## REQUIRED ACTION
Provide the number of lines below containing the word "junctions", without any other words.

## PROVIDED RECORDS
# # #

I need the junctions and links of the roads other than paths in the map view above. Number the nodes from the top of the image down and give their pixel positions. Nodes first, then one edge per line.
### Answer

# # #

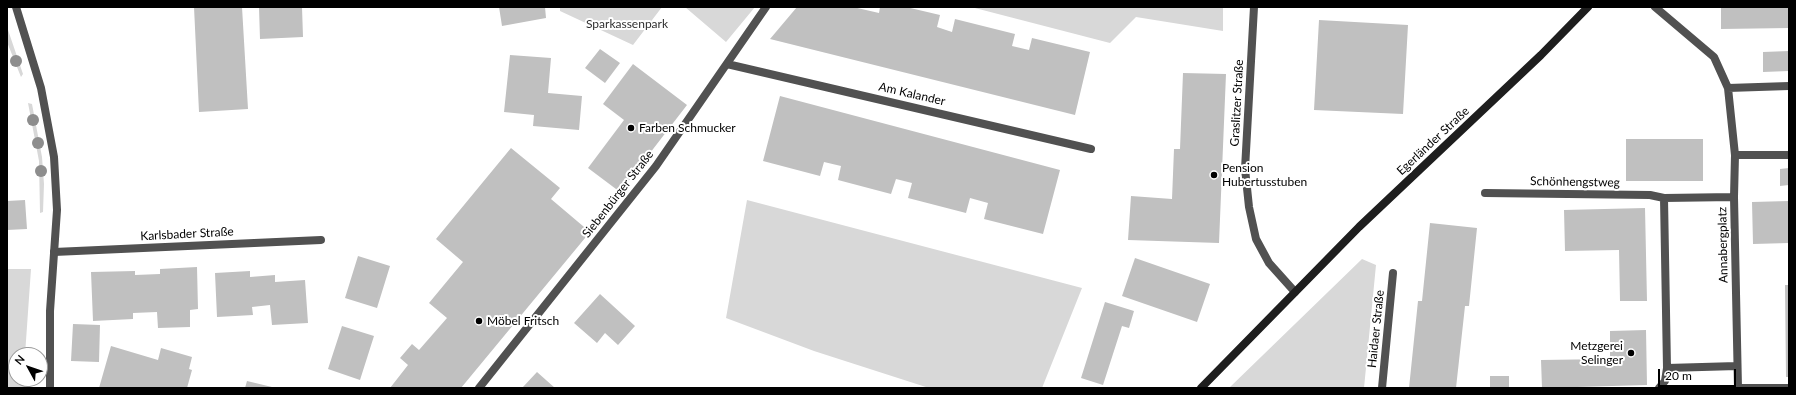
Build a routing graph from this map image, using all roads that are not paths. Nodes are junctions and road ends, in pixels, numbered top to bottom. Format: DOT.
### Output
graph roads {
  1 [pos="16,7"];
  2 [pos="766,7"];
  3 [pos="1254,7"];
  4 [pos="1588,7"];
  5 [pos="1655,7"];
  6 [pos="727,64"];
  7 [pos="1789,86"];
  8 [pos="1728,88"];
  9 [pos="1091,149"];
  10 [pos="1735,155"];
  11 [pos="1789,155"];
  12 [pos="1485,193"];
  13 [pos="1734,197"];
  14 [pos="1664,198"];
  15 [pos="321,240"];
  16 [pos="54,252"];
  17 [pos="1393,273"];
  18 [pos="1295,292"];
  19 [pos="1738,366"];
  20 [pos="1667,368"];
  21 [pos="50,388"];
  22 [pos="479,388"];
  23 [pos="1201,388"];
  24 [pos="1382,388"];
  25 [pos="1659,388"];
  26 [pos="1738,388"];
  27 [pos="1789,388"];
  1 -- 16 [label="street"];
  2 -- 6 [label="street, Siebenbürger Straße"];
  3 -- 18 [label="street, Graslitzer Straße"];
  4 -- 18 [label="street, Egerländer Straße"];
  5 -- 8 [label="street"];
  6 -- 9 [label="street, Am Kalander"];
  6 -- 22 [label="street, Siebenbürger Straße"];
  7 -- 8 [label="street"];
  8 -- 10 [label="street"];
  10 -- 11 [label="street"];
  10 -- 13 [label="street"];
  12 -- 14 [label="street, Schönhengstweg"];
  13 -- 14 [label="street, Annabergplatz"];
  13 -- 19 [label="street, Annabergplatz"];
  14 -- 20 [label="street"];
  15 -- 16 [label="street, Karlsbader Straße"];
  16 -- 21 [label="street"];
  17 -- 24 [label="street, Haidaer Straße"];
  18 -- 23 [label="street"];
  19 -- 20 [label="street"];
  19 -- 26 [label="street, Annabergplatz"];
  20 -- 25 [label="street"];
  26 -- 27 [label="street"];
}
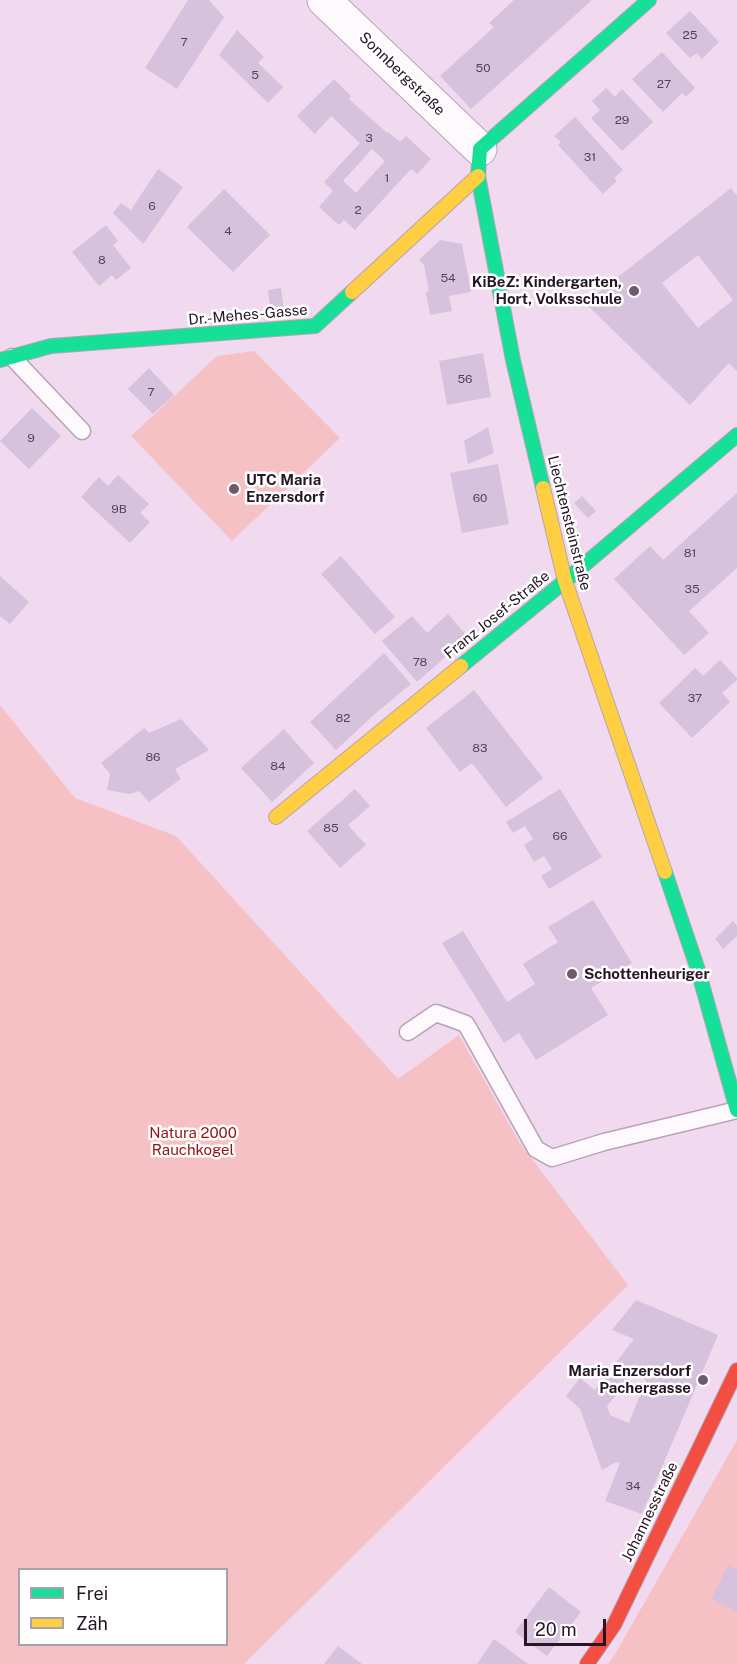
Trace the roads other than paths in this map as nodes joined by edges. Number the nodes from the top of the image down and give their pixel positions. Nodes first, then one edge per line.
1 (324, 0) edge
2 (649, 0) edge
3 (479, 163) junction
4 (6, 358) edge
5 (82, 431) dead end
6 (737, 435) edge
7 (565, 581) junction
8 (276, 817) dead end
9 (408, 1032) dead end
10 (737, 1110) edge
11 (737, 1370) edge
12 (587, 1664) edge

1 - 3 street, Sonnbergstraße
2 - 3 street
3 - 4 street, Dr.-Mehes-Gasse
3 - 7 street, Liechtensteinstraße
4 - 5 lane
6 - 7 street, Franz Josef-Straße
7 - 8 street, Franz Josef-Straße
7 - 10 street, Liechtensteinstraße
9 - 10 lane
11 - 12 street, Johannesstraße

# # #

## TASK OUTPUT
2